Interestingly, one of the main recommendations of the report is to use Medicaid to help people suffering with substance abuse. Currently, as the report points out, the Social Security Act limits the money that the federal government can pay for in-patient facilities that are treating mental disorders, including substance use disorders. States are then on the line to pay for it all, and the report suggests that the president works to change that, allowing increased Medicaid funding to cover this life-saving treatment.

Ultimately Congress would need to rewrite the law to allow for this funding, but the commission argues that the Department of Health and Human Services could offer waivers to states if the president issues the national emergency. "This is the single fastest way to increase treatment availability across the nation," the group wrote.

In addition to the Medicaid funding, the commission is pushing for education of doctors and dentists across the country who may be overprescribing painkillers, not knowing the potential for addiction. "This can and must be solved by using Presidential moral and legal authority to change this lack of education leading to addiction and death," the commission recommended.
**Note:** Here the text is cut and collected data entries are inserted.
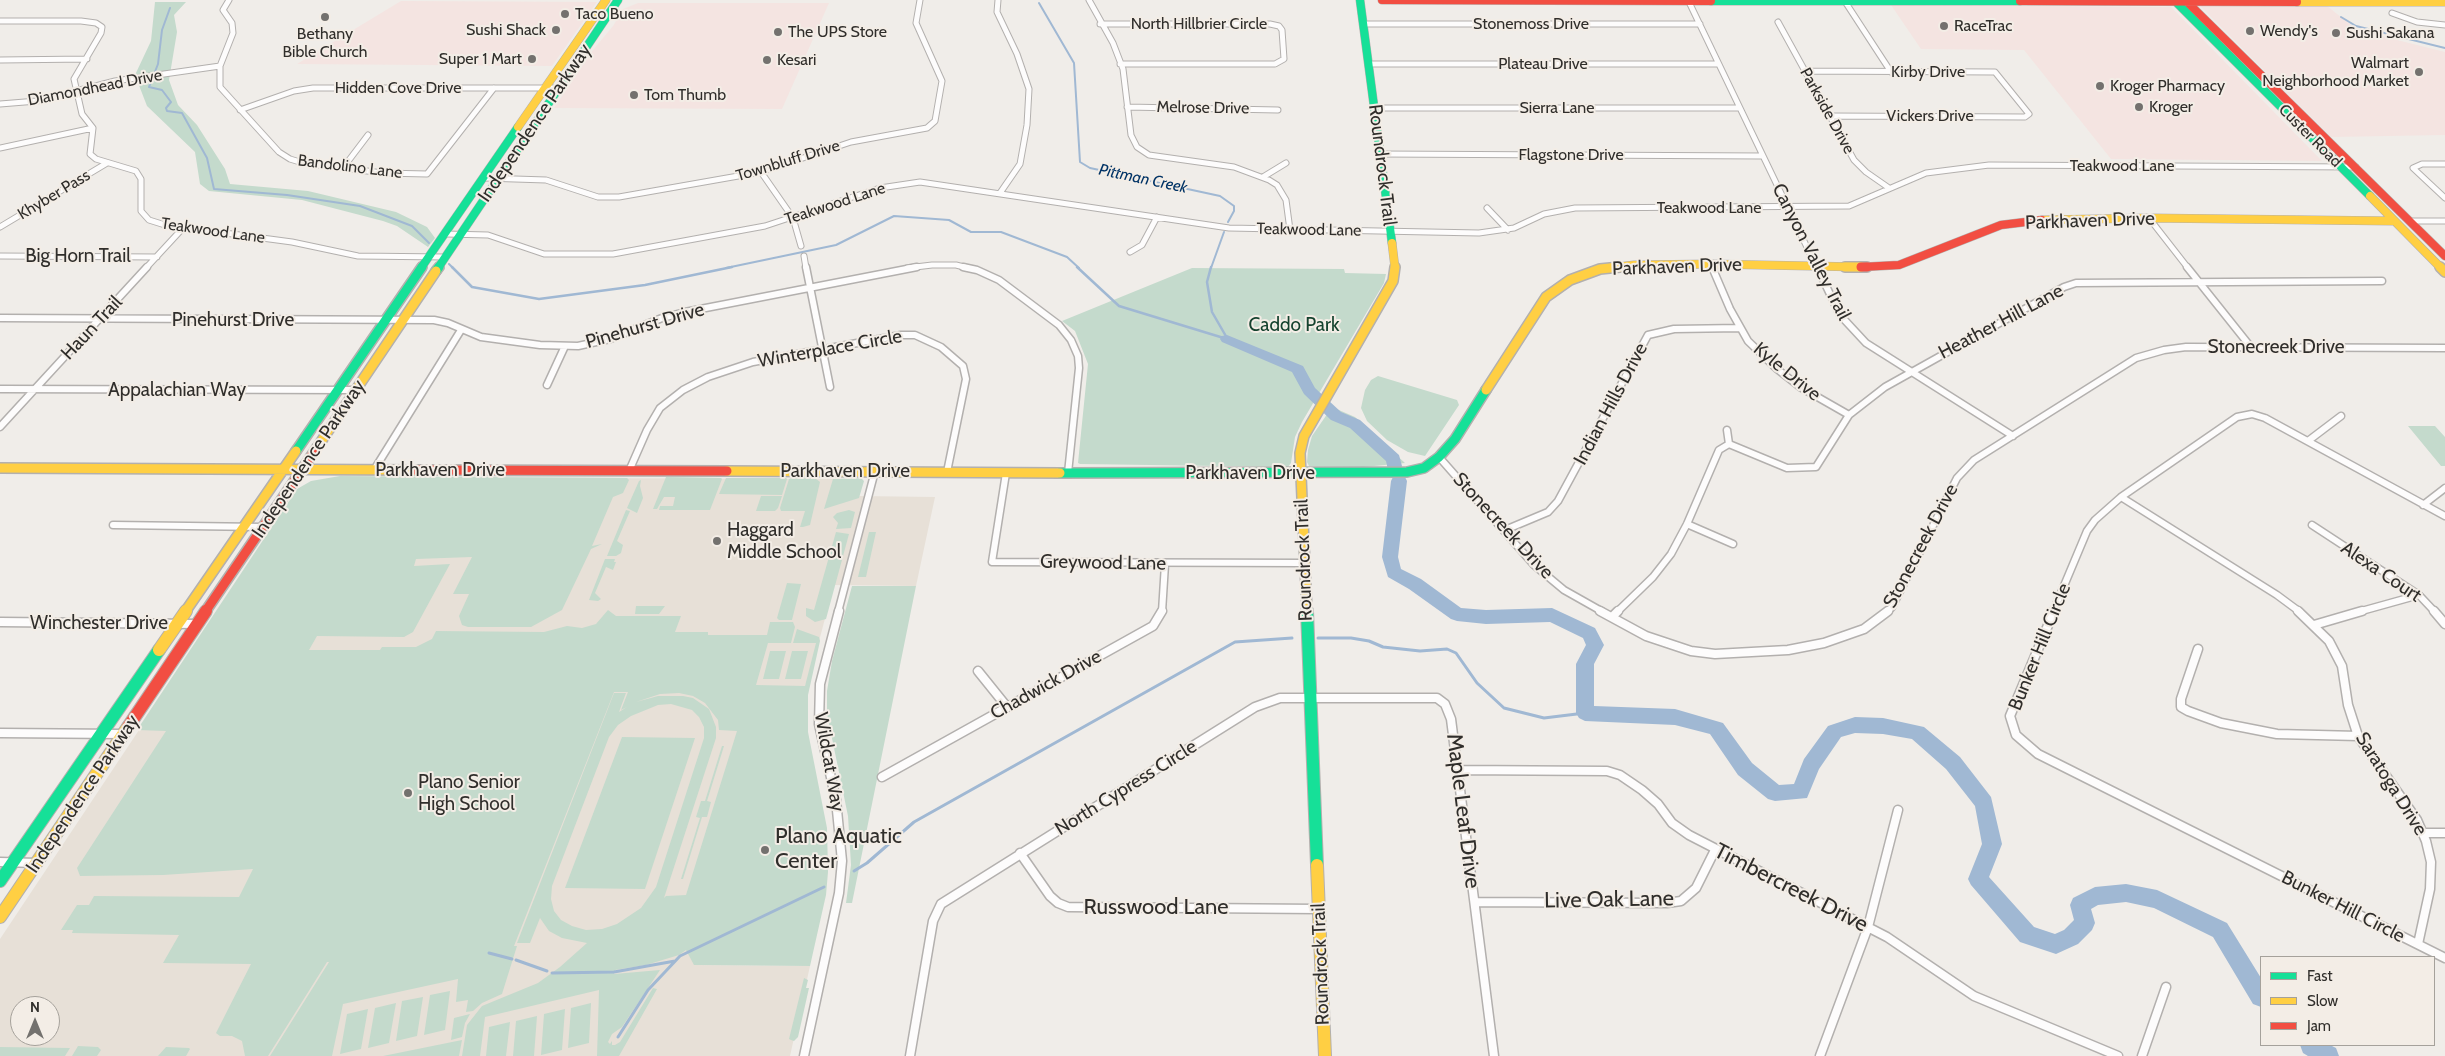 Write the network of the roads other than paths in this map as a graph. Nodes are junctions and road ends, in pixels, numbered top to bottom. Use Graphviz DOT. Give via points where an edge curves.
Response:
graph roads {
  1 [pos="229,0"];
  2 [pos="606,0"];
  3 [pos="618,0"];
  4 [pos="920,0"];
  5 [pos="998,0"];
  6 [pos="1089,0"];
  7 [pos="1360,0"];
  8 [pos="1382,0"];
  9 [pos="1688,0"];
  10 [pos="1712,1"];
  11 [pos="1789,1"];
  12 [pos="1845,1"];
  13 [pos="1919,1"];
  14 [pos="1985,1"];
  15 [pos="2085,1"];
  16 [pos="2181,1"];
  17 [pos="2272,1"];
  18 [pos="2403,1"];
  19 [pos="2439,1"];
  20 [pos="2392,13"];
  21 [pos="0,21"];
  22 [pos="1778,22"];
  23 [pos="1100,24"];
  24 [pos="1363,24"];
  25 [pos="1700,24"];
  26 [pos="2445,25"];
  27 [pos="576,44"];
  28 [pos="588,44"];
  29 [pos="87,59"];
  30 [pos="0,60"];
  31 [pos="1120,64"];
  32 [pos="1368,64"];
  33 [pos="1717,64"];
  34 [pos="220,66"];
  35 [pos="1806,71"];
  36 [pos="1891,72"];
  37 [pos="494,88"];
  38 [pos="546,88"];
  39 [pos="559,88"];
  40 [pos="75,92"];
  41 [pos="0,104"];
  42 [pos="1127,107"];
  43 [pos="1374,108"];
  44 [pos="1739,108"];
  45 [pos="240,110"];
  46 [pos="1278,110"];
  47 [pos="1832,116"];
  48 [pos="2028,116"];
  49 [pos="2292,118"];
  50 [pos="2306,119"];
  51 [pos="93,128"];
  52 [pos="368,135"];
  53 [pos="0,148"];
  54 [pos="1380,154"];
  55 [pos="1763,156"];
  56 [pos="107,163"];
  57 [pos="1286,163"];
  58 [pos="2445,164"];
  59 [pos="2341,167"];
  60 [pos="2356,167"];
  61 [pos="343,168"];
  62 [pos="761,172"];
  63 [pos="1263,177"];
  64 [pos="484,178"];
  65 [pos="498,179"];
  66 [pos="1889,188"];
  67 [pos="1000,192"];
  68 [pos="2445,198"];
  69 [pos="1487,208"];
  70 [pos="1790,208"];
  71 [pos="1157,217"];
  72 [pos="793,218"];
  73 [pos="2149,218"];
  74 [pos="2394,221"];
  75 [pos="2409,221"];
  76 [pos="2445,221"];
  77 [pos="0,228"];
  78 [pos="183,228"];
  79 [pos="1290,230"];
  80 [pos="1508,230"];
  81 [pos="1390,231"];
  82 [pos="446,234"];
  83 [pos="461,234"];
  84 [pos="801,246"];
  85 [pos="1130,252"];
  86 [pos="0,256"];
  87 [pos="804,256"];
  88 [pos="2445,256"];
  89 [pos="157,257"];
  90 [pos="429,257"];
  91 [pos="445,257"];
  92 [pos="1711,264"];
  93 [pos="1816,266"];
  94 [pos="2445,272"];
  95 [pos="2199,281"];
  96 [pos="2382,281"];
  97 [pos="810,287"];
  98 [pos="0,318"];
  99 [pos="99,319"];
  100 [pos="386,320"];
  101 [pos="403,320"];
  102 [pos="1740,328"];
  103 [pos="461,330"];
  104 [pos="565,346"];
  105 [pos="2250,346"];
  106 [pos="2445,348"];
  107 [pos="822,350"];
  108 [pos="1910,372"];
  109 [pos="547,386"];
  110 [pos="830,387"];
  111 [pos="0,389"];
  112 [pos="36,389"];
  113 [pos="338,390"];
  114 [pos="355,390"];
  115 [pos="1849,415"];
  116 [pos="2341,416"];
  117 [pos="0,427"];
  118 [pos="1728,430"];
  119 [pos="2013,436"];
  120 [pos="2308,441"];
  121 [pos="1729,444"];
  122 [pos="1439,457"];
  123 [pos="0,468"];
  124 [pos="284,469"];
  125 [pos="301,470"];
  126 [pos="374,470"];
  127 [pos="629,470"];
  128 [pos="875,471"];
  129 [pos="947,472"];
  130 [pos="1006,473"];
  131 [pos="1068,473"];
  132 [pos="1300,474"];
  133 [pos="2445,488"];
  134 [pos="2121,497"];
  135 [pos="2424,505"];
  136 [pos="2445,516"];
  137 [pos="1687,524"];
  138 [pos="113,525"];
  139 [pos="2312,525"];
  140 [pos="244,527"];
  141 [pos="263,527"];
  142 [pos="1505,530"];
  143 [pos="1733,544"];
  144 [pos="1304,563"];
  145 [pos="1165,564"];
  146 [pos="2419,596"];
  147 [pos="1613,616"];
  148 [pos="0,622"];
  149 [pos="178,624"];
  150 [pos="198,624"];
  151 [pos="2445,624"];
  152 [pos="2314,625"];
  153 [pos="2198,648"];
  154 [pos="978,671"];
  155 [pos="1310,698"];
  156 [pos="1007,707"];
  157 [pos="0,732"];
  158 [pos="101,734"];
  159 [pos="123,734"];
  160 [pos="2358,736"];
  161 [pos="1458,770"];
  162 [pos="882,777"];
  163 [pos="1898,810"];
  164 [pos="2422,833"];
  165 [pos="2445,833"];
  166 [pos="1715,850"];
  167 [pos="1020,853"];
  168 [pos="0,862"];
  169 [pos="12,862"];
  170 [pos="37,862"];
  171 [pos="0,881"];
  172 [pos="1475,902"];
  173 [pos="1319,909"];
  174 [pos="0,917"];
  175 [pos="1868,927"];
  176 [pos="2418,944"];
  177 [pos="2445,958"];
  178 [pos="2166,987"];
  179 [pos="804,1056"];
  180 [pos="910,1056"];
  181 [pos="1325,1056"];
  182 [pos="1494,1056"];
  183 [pos="1820,1056"];
  184 [pos="2118,1056"];
  185 [pos="2142,1056"];
  1 -- 34 [label="street, Bandolino Lane" via="223,10 232,23 233,33"];
  2 -- 27 [label="main road, Independence Parkway"];
  3 -- 28 [label="main road, Independence Parkway"];
  4 -- 62 [label="street, Townbluff Drive" via="916,23 942,81 935,121 923,129 851,142"];
  5 -- 67 [label="street" via="998,12 1029,90 1020,164"];
  6 -- 23 [label="street"];
  7 -- 24 [label="main road, Roundrock Trail"];
  8 -- 9 [label="main road"];
  9 -- 10 [label="main road"];
  9 -- 25 [label="street, Canyon Valley Trail"];
  10 -- 11 [label="main road"];
  11 -- 12 [label="main road"];
  12 -- 13 [label="main road"];
  12 -- 36 [label="street"];
  13 -- 14 [label="main road"];
  14 -- 15 [label="main road"];
  15 -- 16 [label="main road"];
  16 -- 17 [label="main road"];
  16 -- 49 [label="main road, Custer Road"];
  16 -- 50 [label="main road, Custer Road"];
  17 -- 18 [label="main road"];
  18 -- 19 [label="main road"];
  20 -- 26 [label="street" via="2417,22"];
  21 -- 29 [label="street" via="96,23 103,30"];
  22 -- 35 [label="street, Parkside Drive"];
  23 -- 31 [label="street"];
  23 -- 31 [label="street, North Hillbrier Circle" via="1270,24 1282,28 1284,59 1275,64"];
  24 -- 25 [label="street, Stonemoss Drive"];
  24 -- 32 [label="main road, Roundrock Trail"];
  25 -- 33 [label="street, Canyon Valley Trail"];
  27 -- 28 [label="main road"];
  27 -- 38 [label="main road, Independence Parkway"];
  28 -- 39 [label="main road, Independence Parkway"];
  29 -- 30 [label="street"];
  29 -- 40 [label="street" via="74,79"];
  31 -- 42 [label="street"];
  32 -- 33 [label="street, Plateau Drive"];
  32 -- 43 [label="main road, Roundrock Trail"];
  33 -- 44 [label="street, Canyon Valley Trail"];
  34 -- 40 [label="street, Diamondhead Drive"];
  34 -- 45 [label="street, Bandolino Lane" via="220,87"];
  35 -- 36 [label="street, Kirby Drive"];
  35 -- 47 [label="street, Parkside Drive"];
  36 -- 48 [label="street, Kirby Drive" via="1995,72"];
  37 -- 38 [label="street, Hidden Cove Drive"];
  37 -- 45 [label="street, Hidden Cove Drive" via="313,88 294,91"];
  37 -- 61 [label="street, Bandolino Lane" via="427,174"];
  38 -- 39 [label="street, Hidden Cove Drive"];
  38 -- 64 [label="main road, Independence Parkway"];
  39 -- 65 [label="main road, Independence Parkway"];
  40 -- 41 [label="street, Diamondhead Drive" via="37,101"];
  40 -- 51 [label="street" via="82,114"];
  42 -- 46 [label="street, Melrose Drive"];
  42 -- 63 [label="street" via="1133,143 1142,152 1234,167"];
  43 -- 44 [label="street, Sierra Lane"];
  43 -- 54 [label="main road, Roundrock Trail"];
  44 -- 55 [label="street, Canyon Valley Trail"];
  45 -- 61 [label="street, Bandolino Lane" via="285,156 302,163"];
  47 -- 48 [label="street, Vickers Drive"];
  47 -- 66 [label="street, Parkside Drive" via="1859,166"];
  49 -- 50 [label="main road"];
  49 -- 59 [label="main road, Custer Road"];
  50 -- 60 [label="main road, Custer Road"];
  51 -- 53 [label="street"];
  51 -- 56 [label="street, Teakwood Lane" via="90,154"];
  52 -- 61 [label="street"];
  54 -- 55 [label="street, Flagstone Drive"];
  54 -- 81 [label="main road, Roundrock Trail"];
  55 -- 70 [label="street, Canyon Valley Trail"];
  56 -- 77 [label="street, Khyber Pass"];
  56 -- 78 [label="street, Teakwood Lane" via="140,175 143,216 155,223"];
  57 -- 63 [label="street"];
  58 -- 68 [label="street" via="2422,164 2413,168"];
  59 -- 60 [label="street, Teakwood Lane"];
  59 -- 66 [label="street, Teakwood Lane" via="1989,165 1926,173"];
  59 -- 74 [label="main road, Custer Road"];
  60 -- 75 [label="main road, Custer Road"];
  62 -- 65 [label="street, Townbluff Drive" via="608,198 546,180"];
  62 -- 72 [label="street"];
  63 -- 79 [label="street" via="1283,193 1289,210"];
  64 -- 65 [label="street, Townbluff Drive"];
  64 -- 82 [label="main road, Independence Parkway"];
  65 -- 83 [label="main road, Independence Parkway"];
  66 -- 70 [label="street, Teakwood Lane" via="1859,204"];
  67 -- 71 [label="street, Teakwood Lane"];
  67 -- 72 [label="street, Teakwood Lane" via="938,183 899,184 872,190"];
  69 -- 80 [label="street"];
  70 -- 80 [label="street, Teakwood Lane" via="1559,210"];
  70 -- 93 [label="street, Canyon Valley Trail"];
  71 -- 79 [label="street, Teakwood Lane" via="1229,228"];
  71 -- 85 [label="street" via="1142,245"];
  72 -- 83 [label="street, Teakwood Lane" via="631,251 585,255 544,254 494,236"];
  72 -- 84 [label="street"];
  73 -- 74 [label="main road, Parkhaven Drive"];
  73 -- 93 [label="main road, Parkhaven Drive" via="2020,222 1984,231 1899,265"];
  73 -- 95 [label="street"];
  74 -- 75 [label="main road, Parkhaven Drive"];
  74 -- 94 [label="main road, Custer Road"];
  75 -- 76 [label="street"];
  75 -- 88 [label="main road, Custer Road"];
  78 -- 89 [label="street, Haun Trail"];
  78 -- 90 [label="street, Teakwood Lane" via="292,242 358,256"];
  79 -- 81 [label="street, Teakwood Lane"];
  80 -- 81 [label="street, Teakwood Lane" via="1479,233"];
  81 -- 132 [label="main road, Roundrock Trail" via="1396,272 1393,281 1304,436"];
  82 -- 83 [label="street, Teakwood Lane"];
  82 -- 90 [label="main road, Independence Parkway"];
  83 -- 91 [label="main road, Independence Parkway"];
  86 -- 89 [label="street, Big Horn Trail"];
  87 -- 97 [label="street"];
  89 -- 99 [label="street, Haun Trail"];
  90 -- 91 [label="street, Teakwood Lane"];
  90 -- 100 [label="main road, Independence Parkway"];
  91 -- 101 [label="main road, Independence Parkway"];
  92 -- 93 [label="main road, Parkhaven Drive"];
  92 -- 102 [label="street, Kyle Drive"];
  92 -- 122 [label="main road, Parkhaven Drive" via="1600,269 1557,288 1546,297 1465,424"];
  93 -- 108 [label="street, Canyon Valley Trail" via="1840,315 1850,328 1866,343"];
  95 -- 96 [label="street, Heather Hill Lane"];
  95 -- 105 [label="street"];
  95 -- 108 [label="street, Heather Hill Lane" via="2076,282"];
  97 -- 104 [label="street, Pinehurst Drive" via="673,314 610,339"];
  97 -- 107 [label="street"];
  97 -- 131 [label="street, Pinehurst Drive" via="906,268 943,265 986,273 1019,295 1059,325 1078,356"];
  98 -- 99 [label="street, Pinehurst Drive"];
  99 -- 100 [label="street, Pinehurst Drive"];
  99 -- 112 [label="street, Haun Trail"];
  100 -- 101 [label="street, Pinehurst Drive"];
  100 -- 113 [label="main road, Independence Parkway"];
  101 -- 103 [label="street, Pinehurst Drive" via="441,320"];
  101 -- 114 [label="main road, Independence Parkway"];
  102 -- 115 [label="street, Kyle Drive" via="1748,341 1777,369 1808,392"];
  102 -- 142 [label="street, Indian Hills Drive" via="1674,329 1648,336 1558,501 1548,512"];
  103 -- 104 [label="street, Pinehurst Drive" via="491,339"];
  103 -- 126 [label="street"];
  104 -- 109 [label="street"];
  105 -- 106 [label="street, Stonecreek Drive"];
  105 -- 119 [label="street, Stonecreek Drive" via="2179,348 2136,358"];
  107 -- 110 [label="street"];
  107 -- 127 [label="street, Winterplace Circle" via="752,362 708,377 683,390 660,408"];
  107 -- 129 [label="street, Winterplace Circle" via="908,335 928,340 952,355 963,366 966,379"];
  108 -- 115 [label="street, Heather Hill Lane"];
  108 -- 119 [label="street, Canyon Valley Trail"];
  111 -- 112 [label="street, Appalachian Way"];
  112 -- 113 [label="street, Appalachian Way"];
  112 -- 117 [label="street, Haun Trail"];
  113 -- 114 [label="street, Appalachian Way"];
  113 -- 124 [label="main road, Independence Parkway"];
  114 -- 125 [label="main road, Independence Parkway"];
  115 -- 121 [label="street, Heather Hill Lane" via="1816,467 1787,468"];
  116 -- 120 [label="street"];
  118 -- 121 [label="street"];
  119 -- 147 [label="street, Stonecreek Drive" via="1991,447 1957,478 1892,607 1864,630 1788,650 1716,654 1691,651 1646,636"];
  120 -- 134 [label="street, Bunker Hill Circle" via="2265,418 2252,414 2237,417"];
  120 -- 135 [label="street, Bunker Hill Circle"];
  121 -- 137 [label="street" via="1719,450"];
  122 -- 132 [label="main road, Parkhaven Drive" via="1424,468 1407,472"];
  122 -- 142 [label="street, Stonecreek Drive"];
  123 -- 124 [label="main road, Parkhaven Drive"];
  124 -- 125 [label="main road, Parkhaven Drive"];
  124 -- 140 [label="main road, Independence Parkway"];
  125 -- 126 [label="main road, Parkhaven Drive"];
  125 -- 141 [label="main road, Independence Parkway"];
  126 -- 127 [label="main road, Parkhaven Drive"];
  127 -- 128 [label="main road, Parkhaven Drive"];
  128 -- 129 [label="main road, Parkhaven Drive"];
  128 -- 179 [label="street, Wildcat Way" via="820,684 819,724 836,800 842,861 840,894"];
  129 -- 130 [label="main road, Parkhaven Drive"];
  130 -- 131 [label="main road, Parkhaven Drive"];
  130 -- 145 [label="street, Greywood Lane" via="992,562"];
  131 -- 132 [label="main road, Parkhaven Drive"];
  132 -- 144 [label="main road, Roundrock Trail"];
  133 -- 135 [label="street"];
  134 -- 152 [label="street, Saratoga Drive" via="2277,596"];
  134 -- 176 [label="street, Bunker Hill Circle" via="2087,531 2010,716 2016,735 2038,754"];
  135 -- 136 [label="street, Bunker Hill Circle"];
  137 -- 143 [label="street"];
  137 -- 147 [label="street" via="1665,562"];
  138 -- 140 [label="street"];
  139 -- 146 [label="street, Alexa Court"];
  140 -- 141 [label="street"];
  140 -- 149 [label="main road, Independence Parkway"];
  141 -- 150 [label="main road, Independence Parkway"];
  142 -- 147 [label="street, Stonecreek Drive" via="1534,565 1564,590"];
  144 -- 145 [label="street, Greywood Lane"];
  144 -- 155 [label="main road, Roundrock Trail"];
  145 -- 156 [label="street, Chadwick Drive" via="1161,617 1153,626"];
  146 -- 151 [label="street, Alexa Court"];
  146 -- 152 [label="street"];
  148 -- 149 [label="street, Winchester Drive"];
  149 -- 150 [label="street, Winchester Drive"];
  149 -- 158 [label="main road, Independence Parkway"];
  150 -- 159 [label="main road, Independence Parkway"];
  152 -- 160 [label="street, Saratoga Drive" via="2329,641 2342,666 2348,705"];
  153 -- 160 [label="street" via="2181,699 2181,706 2188,711 2221,723 2277,734"];
  154 -- 156 [label="street"];
  155 -- 161 [label="street, Maple Leaf Drive" via="1440,699 1451,719"];
  155 -- 167 [label="street, North Cypress Circle" via="1280,698 1255,707"];
  155 -- 173 [label="main road, Roundrock Trail"];
  156 -- 162 [label="street, Chadwick Drive"];
  157 -- 158 [label="street"];
  158 -- 159 [label="street"];
  158 -- 169 [label="main road, Independence Parkway"];
  159 -- 170 [label="main road, Independence Parkway"];
  160 -- 164 [label="street, Saratoga Drive" via="2417,820"];
  161 -- 166 [label="street, Timbercreek Drive" via="1607,772 1620,775 1658,804 1672,823"];
  161 -- 172 [label="street, Maple Leaf Drive"];
  163 -- 175 [label="street"];
  164 -- 165 [label="street"];
  164 -- 176 [label="street, Saratoga Drive" via="2431,862 2430,889"];
  166 -- 172 [label="street, Live Oak Lane" via="1696,888 1681,900 1667,903"];
  166 -- 175 [label="street, Timbercreek Drive"];
  167 -- 173 [label="street, Russwood Lane" via="1050,896 1068,907"];
  167 -- 180 [label="street, North Cypress Circle" via="941,904 933,921"];
  168 -- 169 [label="street"];
  169 -- 170 [label="street"];
  169 -- 171 [label="main road, Independence Parkway"];
  170 -- 174 [label="main road, Independence Parkway"];
  172 -- 182 [label="street, Maple Leaf Drive"];
  173 -- 181 [label="main road, Roundrock Trail"];
  175 -- 183 [label="street"];
  175 -- 184 [label="street, Timbercreek Drive" via="1898,943 1974,996"];
  176 -- 177 [label="street, Bunker Hill Circle"];
  178 -- 185 [label="street"];
}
There are many other technical suggestions that could take place under a presidential national emergency, and the commission has made that clear in its ask of the president:

Your declaration would empower your cabinet to take bold steps and would force Congress to focus on funding and empowering the Executive Branch even further to deal with this loss of life. It would also awaken every American to this simple fact: If this scourge has not found you or your family yet, without bold action by everyone, it soon will.

Given the attention that the Trump Administration has given the opioid crisis, and the degree to which it affects his supporters, there is hope that he will heed the call of his commission and make these bold moves to protect vulnerable Americans. Their families are counting on it.